━━━━━ Data for this task

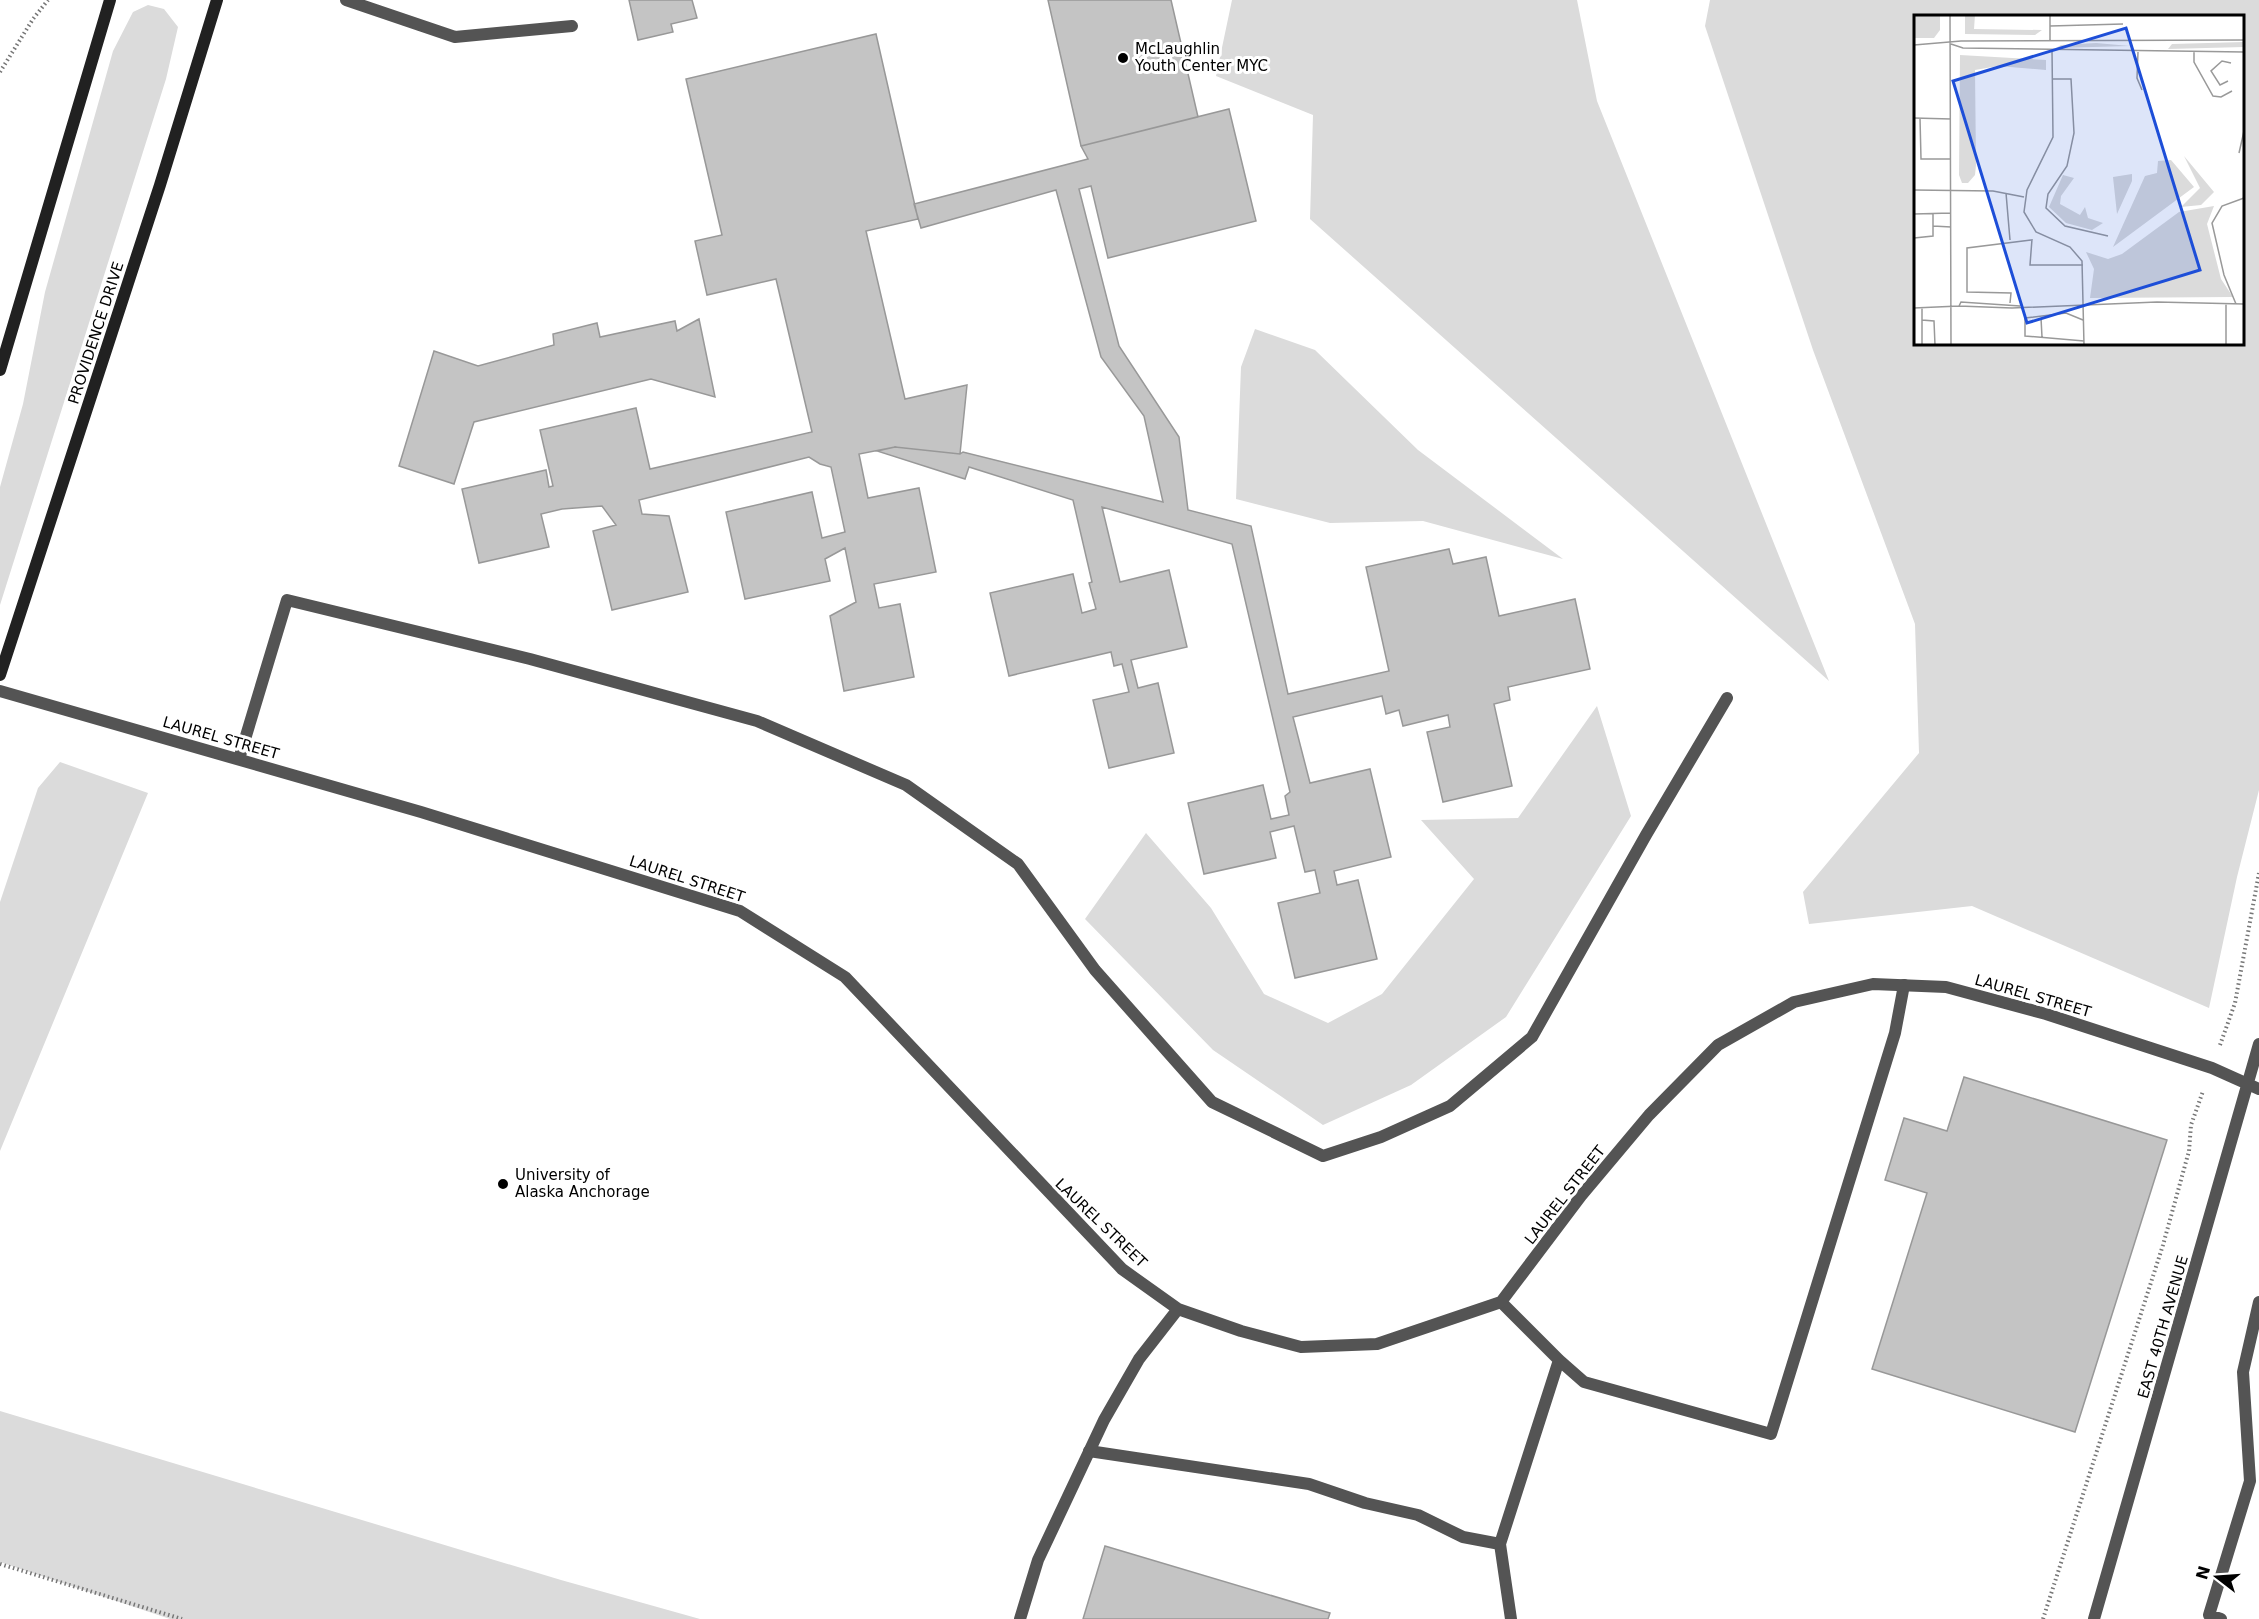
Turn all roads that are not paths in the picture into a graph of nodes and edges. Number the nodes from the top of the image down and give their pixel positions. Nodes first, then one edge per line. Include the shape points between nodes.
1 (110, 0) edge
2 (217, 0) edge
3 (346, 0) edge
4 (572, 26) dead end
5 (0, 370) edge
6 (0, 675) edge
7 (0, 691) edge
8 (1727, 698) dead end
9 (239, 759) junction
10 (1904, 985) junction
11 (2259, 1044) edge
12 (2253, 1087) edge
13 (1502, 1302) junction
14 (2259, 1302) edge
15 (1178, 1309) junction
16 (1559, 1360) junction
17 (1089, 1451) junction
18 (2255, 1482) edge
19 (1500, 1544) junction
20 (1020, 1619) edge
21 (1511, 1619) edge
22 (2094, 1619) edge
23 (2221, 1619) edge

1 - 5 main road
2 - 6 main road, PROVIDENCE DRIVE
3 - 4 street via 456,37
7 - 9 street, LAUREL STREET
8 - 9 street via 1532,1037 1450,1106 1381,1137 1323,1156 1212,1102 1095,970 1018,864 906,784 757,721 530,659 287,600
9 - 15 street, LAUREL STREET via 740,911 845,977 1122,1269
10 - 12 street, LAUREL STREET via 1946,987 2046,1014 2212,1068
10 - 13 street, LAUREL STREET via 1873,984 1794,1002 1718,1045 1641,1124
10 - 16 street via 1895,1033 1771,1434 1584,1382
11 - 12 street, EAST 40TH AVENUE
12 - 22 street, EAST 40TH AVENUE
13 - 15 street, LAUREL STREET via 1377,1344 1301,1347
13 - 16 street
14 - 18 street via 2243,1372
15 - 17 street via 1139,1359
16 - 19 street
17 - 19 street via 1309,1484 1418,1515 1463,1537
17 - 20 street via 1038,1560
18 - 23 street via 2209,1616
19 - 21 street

━━━━━━━━━━

Nothing but the pictures may be dropped as you repeat the listing above exactly.

**Solution for this task:**
Turn all roads that are not paths in the picture into a graph of nodes and edges. Number the nodes from the top of the image down and give their pixel positions. Nodes first, then one edge per line. Include the shape points between nodes.
1 (110, 0) edge
2 (217, 0) edge
3 (346, 0) edge
4 (572, 26) dead end
5 (0, 370) edge
6 (0, 675) edge
7 (0, 691) edge
8 (1727, 698) dead end
9 (239, 759) junction
10 (1904, 985) junction
11 (2259, 1044) edge
12 (2253, 1087) edge
13 (1502, 1302) junction
14 (2259, 1302) edge
15 (1178, 1309) junction
16 (1559, 1360) junction
17 (1089, 1451) junction
18 (2255, 1482) edge
19 (1500, 1544) junction
20 (1020, 1619) edge
21 (1511, 1619) edge
22 (2094, 1619) edge
23 (2221, 1619) edge

1 - 5 main road
2 - 6 main road, PROVIDENCE DRIVE
3 - 4 street via 456,37
7 - 9 street, LAUREL STREET
8 - 9 street via 1532,1037 1450,1106 1381,1137 1323,1156 1212,1102 1095,970 1018,864 906,784 757,721 530,659 287,600
9 - 15 street, LAUREL STREET via 740,911 845,977 1122,1269
10 - 12 street, LAUREL STREET via 1946,987 2046,1014 2212,1068
10 - 13 street, LAUREL STREET via 1873,984 1794,1002 1718,1045 1641,1124
10 - 16 street via 1895,1033 1771,1434 1584,1382
11 - 12 street, EAST 40TH AVENUE
12 - 22 street, EAST 40TH AVENUE
13 - 15 street, LAUREL STREET via 1377,1344 1301,1347
13 - 16 street
14 - 18 street via 2243,1372
15 - 17 street via 1139,1359
16 - 19 street
17 - 19 street via 1309,1484 1418,1515 1463,1537
17 - 20 street via 1038,1560
18 - 23 street via 2209,1616
19 - 21 street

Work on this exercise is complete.